His cell had only trilled a few times before the call was disconnected, but it was just Booth's luck that it had woken him anyway. Groggy with tiredness, he switched his bedside lamp on, squinting through the brightness at his alarm clock. 4:02 am. He yawned, reaching for his cell and collapsing back into his pillows. One missed call, no voicemail left. Without giving it any thought, he was suddenly sitting bolt upright, staring at the glowing screen. Bones wouldn't call at this time for no reason, he was certain. He felt immediately uneasy, slightly nauseous as he pressed the button to ring her back, holding the phone to his ear. His breaths were coming fast and short, and he didn't dare to move.

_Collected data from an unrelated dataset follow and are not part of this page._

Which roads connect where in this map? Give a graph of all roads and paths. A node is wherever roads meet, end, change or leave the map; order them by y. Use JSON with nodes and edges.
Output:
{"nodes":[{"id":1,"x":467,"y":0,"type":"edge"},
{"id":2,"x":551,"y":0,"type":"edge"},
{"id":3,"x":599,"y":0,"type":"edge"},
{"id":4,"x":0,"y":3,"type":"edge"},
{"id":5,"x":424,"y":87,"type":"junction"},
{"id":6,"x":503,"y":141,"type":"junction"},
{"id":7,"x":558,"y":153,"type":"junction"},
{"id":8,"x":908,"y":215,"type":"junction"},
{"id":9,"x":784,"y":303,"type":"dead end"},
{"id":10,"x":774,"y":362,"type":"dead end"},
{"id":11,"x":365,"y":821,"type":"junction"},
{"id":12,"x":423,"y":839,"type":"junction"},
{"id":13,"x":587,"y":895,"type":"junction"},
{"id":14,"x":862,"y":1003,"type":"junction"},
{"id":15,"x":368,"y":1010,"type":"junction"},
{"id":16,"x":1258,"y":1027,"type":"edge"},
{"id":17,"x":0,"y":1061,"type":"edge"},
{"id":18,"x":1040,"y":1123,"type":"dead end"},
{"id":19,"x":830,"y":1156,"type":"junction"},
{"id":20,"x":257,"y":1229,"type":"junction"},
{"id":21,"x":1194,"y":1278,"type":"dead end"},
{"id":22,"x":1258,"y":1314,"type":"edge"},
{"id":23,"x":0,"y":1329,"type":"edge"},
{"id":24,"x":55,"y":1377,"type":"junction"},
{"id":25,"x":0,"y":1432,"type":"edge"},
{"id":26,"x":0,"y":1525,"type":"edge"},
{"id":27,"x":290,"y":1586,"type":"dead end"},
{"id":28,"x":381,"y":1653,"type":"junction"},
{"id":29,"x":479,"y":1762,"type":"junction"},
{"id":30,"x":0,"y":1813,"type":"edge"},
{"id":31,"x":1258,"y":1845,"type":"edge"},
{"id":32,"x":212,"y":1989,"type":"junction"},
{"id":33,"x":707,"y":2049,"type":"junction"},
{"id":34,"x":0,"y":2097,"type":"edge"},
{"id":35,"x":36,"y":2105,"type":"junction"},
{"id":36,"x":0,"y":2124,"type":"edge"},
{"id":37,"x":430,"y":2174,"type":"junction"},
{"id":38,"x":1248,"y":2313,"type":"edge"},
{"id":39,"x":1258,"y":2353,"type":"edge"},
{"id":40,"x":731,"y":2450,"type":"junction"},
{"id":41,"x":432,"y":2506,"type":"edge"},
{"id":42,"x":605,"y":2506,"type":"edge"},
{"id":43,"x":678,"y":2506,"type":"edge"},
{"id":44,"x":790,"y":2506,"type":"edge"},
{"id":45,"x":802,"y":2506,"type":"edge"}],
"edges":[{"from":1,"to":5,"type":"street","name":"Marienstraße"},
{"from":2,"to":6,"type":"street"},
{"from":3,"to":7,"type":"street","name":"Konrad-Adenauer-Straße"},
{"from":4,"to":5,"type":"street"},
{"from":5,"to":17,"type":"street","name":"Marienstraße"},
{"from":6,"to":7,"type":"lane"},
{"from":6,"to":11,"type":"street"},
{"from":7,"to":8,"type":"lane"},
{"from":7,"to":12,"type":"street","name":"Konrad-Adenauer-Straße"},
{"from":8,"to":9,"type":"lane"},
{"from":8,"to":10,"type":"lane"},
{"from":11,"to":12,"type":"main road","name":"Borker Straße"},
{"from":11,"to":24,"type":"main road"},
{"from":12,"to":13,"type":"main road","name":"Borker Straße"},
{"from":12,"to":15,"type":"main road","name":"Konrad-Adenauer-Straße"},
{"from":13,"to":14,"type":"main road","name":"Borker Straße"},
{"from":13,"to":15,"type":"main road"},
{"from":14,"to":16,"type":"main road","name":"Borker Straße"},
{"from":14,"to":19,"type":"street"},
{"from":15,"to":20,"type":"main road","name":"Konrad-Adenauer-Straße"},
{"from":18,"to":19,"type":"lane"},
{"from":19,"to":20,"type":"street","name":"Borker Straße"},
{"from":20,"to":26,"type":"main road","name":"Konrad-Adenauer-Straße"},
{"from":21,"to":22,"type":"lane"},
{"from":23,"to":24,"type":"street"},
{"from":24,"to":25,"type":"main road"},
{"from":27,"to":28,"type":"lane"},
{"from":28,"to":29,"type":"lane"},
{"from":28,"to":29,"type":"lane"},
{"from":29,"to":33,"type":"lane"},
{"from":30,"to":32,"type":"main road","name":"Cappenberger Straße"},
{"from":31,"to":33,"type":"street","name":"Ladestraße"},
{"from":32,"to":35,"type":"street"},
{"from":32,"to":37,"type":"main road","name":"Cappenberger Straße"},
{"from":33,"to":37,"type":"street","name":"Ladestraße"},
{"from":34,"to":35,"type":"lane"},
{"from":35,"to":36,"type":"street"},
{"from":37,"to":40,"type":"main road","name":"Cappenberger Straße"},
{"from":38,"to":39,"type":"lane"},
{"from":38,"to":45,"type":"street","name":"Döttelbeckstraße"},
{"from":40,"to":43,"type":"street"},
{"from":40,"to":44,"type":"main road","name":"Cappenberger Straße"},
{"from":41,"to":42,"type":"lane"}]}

' _The number you have dialled is not in service._ 'An automatic voice told him. He went cold all over, as though he'd sunken into the murky depths of an icy pond.

' _The number you have dialled is not in service_.' Slowly, mechanically, Booth snapped his cell shut. For the shortest of moments, he closed his eyes, willing his partner to be in front of him when he opened them once more. When that failed, he jumped to his feet, racing around this bedroom in his boxers to look for clothes. He thought about calling for back-up, but if his only evidence was a missed call, he'd most likely just be laughed at, and he didn't need the frustration right now. No, he would go to her apartment himself, red-light it in his car. She was fine, he told himself. Just fine.  
But the message was repeating itself over and over and over again in the back of his mind.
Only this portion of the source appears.